These entries must be printed again exactly as they are.
Data records below:
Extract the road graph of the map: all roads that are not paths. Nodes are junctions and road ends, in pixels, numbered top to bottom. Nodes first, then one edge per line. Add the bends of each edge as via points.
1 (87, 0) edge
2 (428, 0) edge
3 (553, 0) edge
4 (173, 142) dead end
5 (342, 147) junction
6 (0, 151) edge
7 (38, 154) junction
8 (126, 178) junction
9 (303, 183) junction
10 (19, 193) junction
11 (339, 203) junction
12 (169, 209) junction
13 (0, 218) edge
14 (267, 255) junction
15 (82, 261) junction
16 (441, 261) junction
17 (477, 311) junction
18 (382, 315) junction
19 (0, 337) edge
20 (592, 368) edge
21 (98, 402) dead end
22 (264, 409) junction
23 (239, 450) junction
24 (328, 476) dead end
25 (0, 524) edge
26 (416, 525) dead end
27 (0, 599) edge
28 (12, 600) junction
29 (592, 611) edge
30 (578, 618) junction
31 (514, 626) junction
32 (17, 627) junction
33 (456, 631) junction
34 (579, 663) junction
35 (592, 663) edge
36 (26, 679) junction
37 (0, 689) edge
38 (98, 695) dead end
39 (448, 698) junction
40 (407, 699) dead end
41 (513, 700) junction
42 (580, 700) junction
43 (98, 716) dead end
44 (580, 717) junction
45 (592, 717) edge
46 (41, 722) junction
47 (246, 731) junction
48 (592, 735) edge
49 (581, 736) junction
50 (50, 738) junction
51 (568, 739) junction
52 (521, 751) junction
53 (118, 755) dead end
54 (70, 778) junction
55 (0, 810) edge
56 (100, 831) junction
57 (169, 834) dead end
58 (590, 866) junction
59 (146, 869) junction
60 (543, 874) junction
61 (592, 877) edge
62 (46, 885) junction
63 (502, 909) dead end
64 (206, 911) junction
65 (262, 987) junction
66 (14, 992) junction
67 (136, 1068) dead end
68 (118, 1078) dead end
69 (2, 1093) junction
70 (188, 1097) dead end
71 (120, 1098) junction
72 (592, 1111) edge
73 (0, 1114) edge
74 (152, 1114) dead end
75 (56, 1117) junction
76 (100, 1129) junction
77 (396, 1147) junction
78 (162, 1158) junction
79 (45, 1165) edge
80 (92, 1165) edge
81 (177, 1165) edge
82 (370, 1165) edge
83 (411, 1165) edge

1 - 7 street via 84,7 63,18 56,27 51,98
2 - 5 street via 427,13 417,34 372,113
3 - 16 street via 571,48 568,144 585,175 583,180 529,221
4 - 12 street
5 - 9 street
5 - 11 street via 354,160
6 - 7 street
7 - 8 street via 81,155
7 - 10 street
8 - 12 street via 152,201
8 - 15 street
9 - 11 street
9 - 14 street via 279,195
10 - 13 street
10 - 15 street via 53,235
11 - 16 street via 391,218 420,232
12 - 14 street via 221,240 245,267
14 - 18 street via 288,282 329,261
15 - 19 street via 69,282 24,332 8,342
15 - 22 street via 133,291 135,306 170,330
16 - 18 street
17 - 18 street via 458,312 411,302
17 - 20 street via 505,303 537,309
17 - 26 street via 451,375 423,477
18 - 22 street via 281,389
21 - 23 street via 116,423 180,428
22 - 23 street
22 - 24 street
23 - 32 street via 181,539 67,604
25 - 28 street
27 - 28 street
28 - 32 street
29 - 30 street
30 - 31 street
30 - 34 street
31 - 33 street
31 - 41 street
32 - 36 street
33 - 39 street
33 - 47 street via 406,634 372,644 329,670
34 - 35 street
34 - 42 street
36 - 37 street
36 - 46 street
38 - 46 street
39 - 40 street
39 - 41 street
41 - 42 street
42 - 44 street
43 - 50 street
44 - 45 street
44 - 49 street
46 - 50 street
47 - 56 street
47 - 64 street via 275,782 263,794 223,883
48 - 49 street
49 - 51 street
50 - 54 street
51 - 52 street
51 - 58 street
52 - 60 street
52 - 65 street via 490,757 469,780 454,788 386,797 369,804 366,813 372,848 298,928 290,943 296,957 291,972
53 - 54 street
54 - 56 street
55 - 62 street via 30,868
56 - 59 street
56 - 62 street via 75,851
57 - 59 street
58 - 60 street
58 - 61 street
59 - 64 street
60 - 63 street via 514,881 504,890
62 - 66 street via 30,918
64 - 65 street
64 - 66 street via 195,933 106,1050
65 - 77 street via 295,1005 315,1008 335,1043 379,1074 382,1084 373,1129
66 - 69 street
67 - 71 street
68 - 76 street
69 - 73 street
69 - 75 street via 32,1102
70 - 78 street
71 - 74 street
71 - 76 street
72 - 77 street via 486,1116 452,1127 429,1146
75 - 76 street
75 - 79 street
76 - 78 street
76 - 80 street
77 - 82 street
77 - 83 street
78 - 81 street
End of Data records.
**Finished exercise**
Extract the road graph of the map: all roads that are not paths. Nodes are junctions and road ends, in pixels, numbered top to bottom. Nodes first, then one edge per line. Add the bends of each edge as via points.
1 (87, 0) edge
2 (428, 0) edge
3 (553, 0) edge
4 (173, 142) dead end
5 (342, 147) junction
6 (0, 151) edge
7 (38, 154) junction
8 (126, 178) junction
9 (303, 183) junction
10 (19, 193) junction
11 (339, 203) junction
12 (169, 209) junction
13 (0, 218) edge
14 (267, 255) junction
15 (82, 261) junction
16 (441, 261) junction
17 (477, 311) junction
18 (382, 315) junction
19 (0, 337) edge
20 (592, 368) edge
21 (98, 402) dead end
22 (264, 409) junction
23 (239, 450) junction
24 (328, 476) dead end
25 (0, 524) edge
26 (416, 525) dead end
27 (0, 599) edge
28 (12, 600) junction
29 (592, 611) edge
30 (578, 618) junction
31 (514, 626) junction
32 (17, 627) junction
33 (456, 631) junction
34 (579, 663) junction
35 (592, 663) edge
36 (26, 679) junction
37 (0, 689) edge
38 (98, 695) dead end
39 (448, 698) junction
40 (407, 699) dead end
41 (513, 700) junction
42 (580, 700) junction
43 (98, 716) dead end
44 (580, 717) junction
45 (592, 717) edge
46 (41, 722) junction
47 (246, 731) junction
48 (592, 735) edge
49 (581, 736) junction
50 (50, 738) junction
51 (568, 739) junction
52 (521, 751) junction
53 (118, 755) dead end
54 (70, 778) junction
55 (0, 810) edge
56 (100, 831) junction
57 (169, 834) dead end
58 (590, 866) junction
59 (146, 869) junction
60 (543, 874) junction
61 (592, 877) edge
62 (46, 885) junction
63 (502, 909) dead end
64 (206, 911) junction
65 (262, 987) junction
66 (14, 992) junction
67 (136, 1068) dead end
68 (118, 1078) dead end
69 (2, 1093) junction
70 (188, 1097) dead end
71 (120, 1098) junction
72 (592, 1111) edge
73 (0, 1114) edge
74 (152, 1114) dead end
75 (56, 1117) junction
76 (100, 1129) junction
77 (396, 1147) junction
78 (162, 1158) junction
79 (45, 1165) edge
80 (92, 1165) edge
81 (177, 1165) edge
82 (370, 1165) edge
83 (411, 1165) edge

1 - 7 street via 84,7 63,18 56,27 51,98
2 - 5 street via 427,13 417,34 372,113
3 - 16 street via 571,48 568,144 585,175 583,180 529,221
4 - 12 street
5 - 9 street
5 - 11 street via 354,160
6 - 7 street
7 - 8 street via 81,155
7 - 10 street
8 - 12 street via 152,201
8 - 15 street
9 - 11 street
9 - 14 street via 279,195
10 - 13 street
10 - 15 street via 53,235
11 - 16 street via 391,218 420,232
12 - 14 street via 221,240 245,267
14 - 18 street via 288,282 329,261
15 - 19 street via 69,282 24,332 8,342
15 - 22 street via 133,291 135,306 170,330
16 - 18 street
17 - 18 street via 458,312 411,302
17 - 20 street via 505,303 537,309
17 - 26 street via 451,375 423,477
18 - 22 street via 281,389
21 - 23 street via 116,423 180,428
22 - 23 street
22 - 24 street
23 - 32 street via 181,539 67,604
25 - 28 street
27 - 28 street
28 - 32 street
29 - 30 street
30 - 31 street
30 - 34 street
31 - 33 street
31 - 41 street
32 - 36 street
33 - 39 street
33 - 47 street via 406,634 372,644 329,670
34 - 35 street
34 - 42 street
36 - 37 street
36 - 46 street
38 - 46 street
39 - 40 street
39 - 41 street
41 - 42 street
42 - 44 street
43 - 50 street
44 - 45 street
44 - 49 street
46 - 50 street
47 - 56 street
47 - 64 street via 275,782 263,794 223,883
48 - 49 street
49 - 51 street
50 - 54 street
51 - 52 street
51 - 58 street
52 - 60 street
52 - 65 street via 490,757 469,780 454,788 386,797 369,804 366,813 372,848 298,928 290,943 296,957 291,972
53 - 54 street
54 - 56 street
55 - 62 street via 30,868
56 - 59 street
56 - 62 street via 75,851
57 - 59 street
58 - 60 street
58 - 61 street
59 - 64 street
60 - 63 street via 514,881 504,890
62 - 66 street via 30,918
64 - 65 street
64 - 66 street via 195,933 106,1050
65 - 77 street via 295,1005 315,1008 335,1043 379,1074 382,1084 373,1129
66 - 69 street
67 - 71 street
68 - 76 street
69 - 73 street
69 - 75 street via 32,1102
70 - 78 street
71 - 74 street
71 - 76 street
72 - 77 street via 486,1116 452,1127 429,1146
75 - 76 street
75 - 79 street
76 - 78 street
76 - 80 street
77 - 82 street
77 - 83 street
78 - 81 street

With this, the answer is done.